ValidateOutcomeDataset {NlsyLinks} | R Documentation |
Validates the schema of datasets containing outcome variables.
Description
The NlsyLinks handles a lot of the plumbing code needed to transform extracted NLSY datasets into a format that statistical routines can interpret. In some cases, a dataset of measured variables is needed, with one row per subject. This function validates the measured/outcome dataset, to ensure it posses an interpretable schema. For a specific list of the requirements, see Details
below.
Usage
ValidateOutcomeDataset(dsOutcome, outcomeNames)
Arguments
dsOutcome |
A base::data.frame with the measured variables |
outcomeNames |
The column names of the measure variables that eventually will be used by a statistical procedure. |
Details
The dsOutcome
parameter must:
Have a non-missing value.
Contain at least one row.
Contain a column called 'SubjectTag' (case sensitive).

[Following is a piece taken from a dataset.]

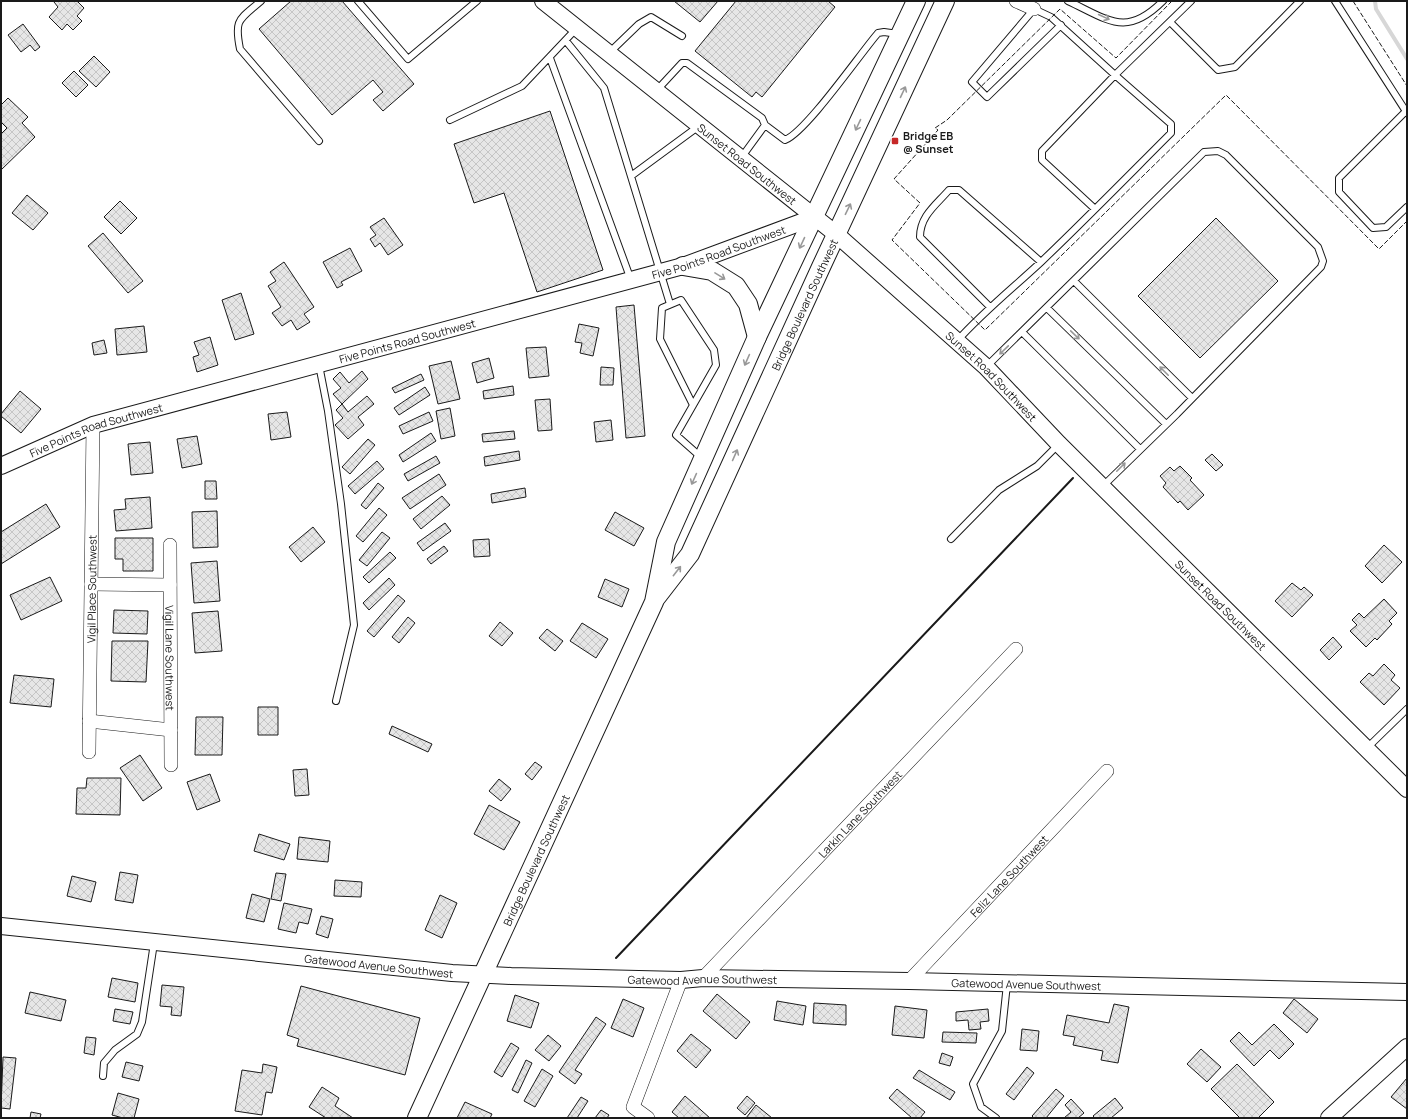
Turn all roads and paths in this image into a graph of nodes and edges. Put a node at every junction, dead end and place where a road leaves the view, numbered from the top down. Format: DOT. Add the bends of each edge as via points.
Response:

Have the SubjectTag column containing only positive numbers.
Have the SubjectTag column where all values are unique (ie, two rows/subjects cannot have the same value).
The outcomeNames
parameter must:
Have a non-missing value
Contain only column names that are present in the
dsOutcome
data frame.
Value
Returns TRUE
if the validation passes.
Returns an error (and associated descriptive message) if it false.
Author(s)
Will Beasley
Examples
library(NlsyLinks) # Load the package into the current R session.
ds <- ExtraOutcomes79
outcomeNames <- c("MathStandardized", "WeightZGenderAge")
ValidateOutcomeDataset(dsOutcome = ds, outcomeNames = outcomeNames) # Returns TRUE.
outcomeNamesBad <- c("MathMisspelled", "WeightZGenderAge")
# ValidateOutcomeDataset(dsOutcome=ds, outcomeNames=outcomeNamesBad) #Throws error.